Uma refinaria do Texas que fornece combustível “verde” para companhias aéreas dos Estados Unidos tem comprado gordura animal de gado criado em terras desmatadas ilegalmente na Amazônia. A descoberta é de uma análise da agência de notícias Reuters, em parceria com a Repórter Brasil, que teve acesso a dados de rastreamento de gado e documentos.
É diante de escândalos como esse que a nova política de rastreabilidade individual de bovídeos do Pará se torna uma “vacina” contra o desmatamento ilegal. A iniciativa permite que empresas e produtores comprovem a legalidade de sua produção. Ao rastrear cada animal, do nascimento ao abate, o sistema promove a transparência na cadeia produtiva, o que aumenta a confiança do consumidor, valoriza a pecuária paraense e gera mais emprego e renda para os produtores.
A Diamond Green Diesel, uma joint venture entre a Darling Ingredients e a Valero Energy, investiu milhões de dólares em uma refinaria que transforma gordura bovina em uma alternativa mais limpa ao combustível de aviação. A empresa já arrecadou mais de US$ 3 bilhões em créditos fiscais desde 2022.
A investigação mostra que pelo menos duas empresas brasileiras que forneceram gordura bovina à Diamond Green Diesel estão comprando o material de frigoríficos que adquirem gado de fazendas com desmatamento ilegal na Amazônia. Uma delas é a paraense Araguaia, que obteve gordura bovina de pelo menos cinco frigoríficos reprovados em uma auditoria do Ministério Público Federal por abaterem gado de áreas desmatadas ilegalmente.
A conexão com o desmatamento
A investigação descobriu que a unidade paraense Araguaia exportou US$ 4,4 milhões em sebo bovino da Amazônia para a Diamond Green Diesel em 2023. A investigação aponta que o frigorífico São Francisco, um dos fornecedores da Araguaia, comprou gado indiretamente da fazenda Vale do Paraíso, que estava embargada pelo Ibama por desmatamento ilegal. Embora a fazenda tenha sido desbloqueada por decisão judicial, seu proprietário, Antonio Lucena Barros, ainda deve R$ 19 milhões em multas.
Outra planta da Darling Ingredients obteve gordura de um matadouro que comprou centenas de cabeças de gado de Bruno Heller, descrito pela Polícia Federal como “o maior desmatador da Amazônia” em uma investigação de 2023.
Especialistas alertam que a crescente demanda por esse tipo de combustível pode impulsionar o desmatamento, e a prática pode violar a legislação brasileira. O procurador Ricardo Negrini, do MPF, afirmou que “empresas que têm lucro com matérias-primas oriundas de uma cadeia produtiva que passa por ilegalidades, por desmatamento, elas se responsabilizam também por essas ilegalidades”.

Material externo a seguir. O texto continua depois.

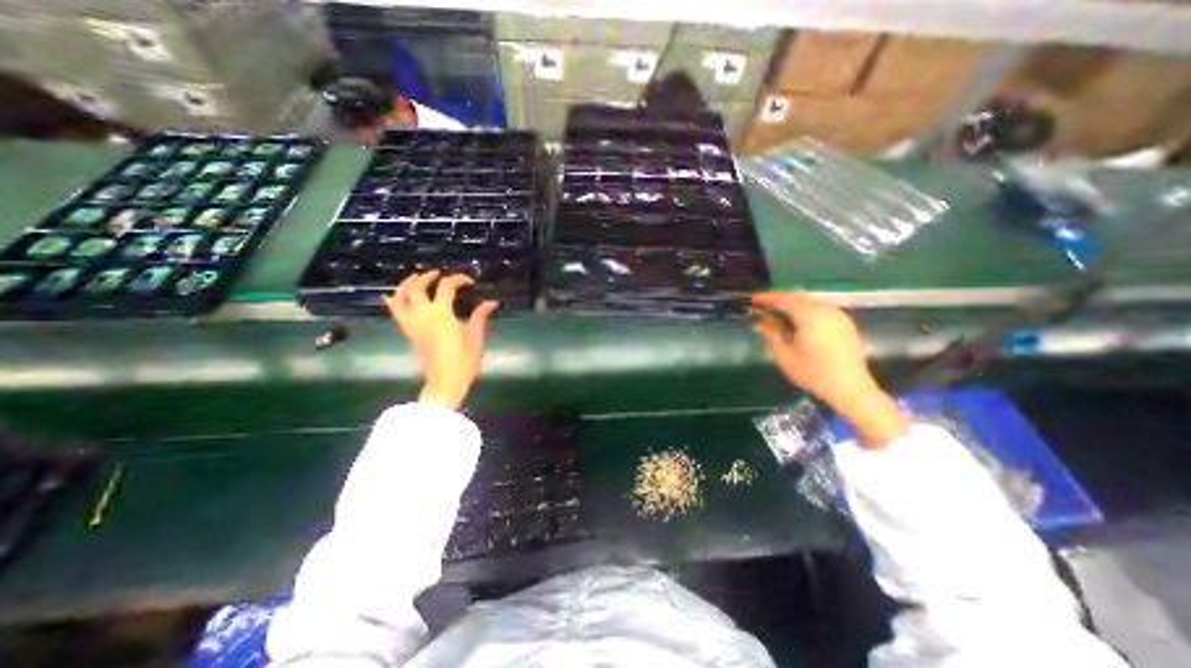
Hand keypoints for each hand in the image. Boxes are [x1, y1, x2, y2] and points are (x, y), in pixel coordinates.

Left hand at [387, 269, 498, 407]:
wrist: (445, 381)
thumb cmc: (463, 360)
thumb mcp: (475, 336)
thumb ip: (480, 316)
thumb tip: (491, 302)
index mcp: (441, 313)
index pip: (446, 287)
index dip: (458, 280)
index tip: (469, 282)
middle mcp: (422, 315)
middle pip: (417, 288)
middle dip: (427, 277)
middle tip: (438, 274)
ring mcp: (412, 324)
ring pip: (400, 298)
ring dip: (405, 285)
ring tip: (414, 279)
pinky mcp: (408, 333)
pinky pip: (395, 312)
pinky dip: (394, 301)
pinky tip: (394, 297)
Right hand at [753, 293, 912, 448]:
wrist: (851, 389)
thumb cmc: (814, 374)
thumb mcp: (785, 355)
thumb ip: (772, 333)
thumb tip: (759, 321)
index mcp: (811, 316)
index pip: (784, 299)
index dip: (766, 298)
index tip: (751, 300)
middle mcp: (826, 310)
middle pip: (797, 296)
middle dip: (778, 299)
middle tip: (760, 306)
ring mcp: (838, 315)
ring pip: (810, 301)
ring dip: (791, 303)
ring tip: (775, 312)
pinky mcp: (844, 323)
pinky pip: (820, 308)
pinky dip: (804, 309)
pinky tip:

A Investigação e a falta de resposta
A investigação analisou documentos judiciais, registros corporativos e dados de rastreamento de gado. A agência também entrevistou mais de uma dezena de pessoas envolvidas na cadeia de produção.
A Reuters tentou, sem sucesso, obter um posicionamento das empresas Diamond Green Diesel, Darling Ingredients, Valero Energy, Southwest e JetBlue. A reportagem ressalta que a Diamond Green Diesel obtém sebo de diversos países e não foi possível determinar a quantidade exata que veio de fazendas em terras desmatadas ilegalmente na Amazônia.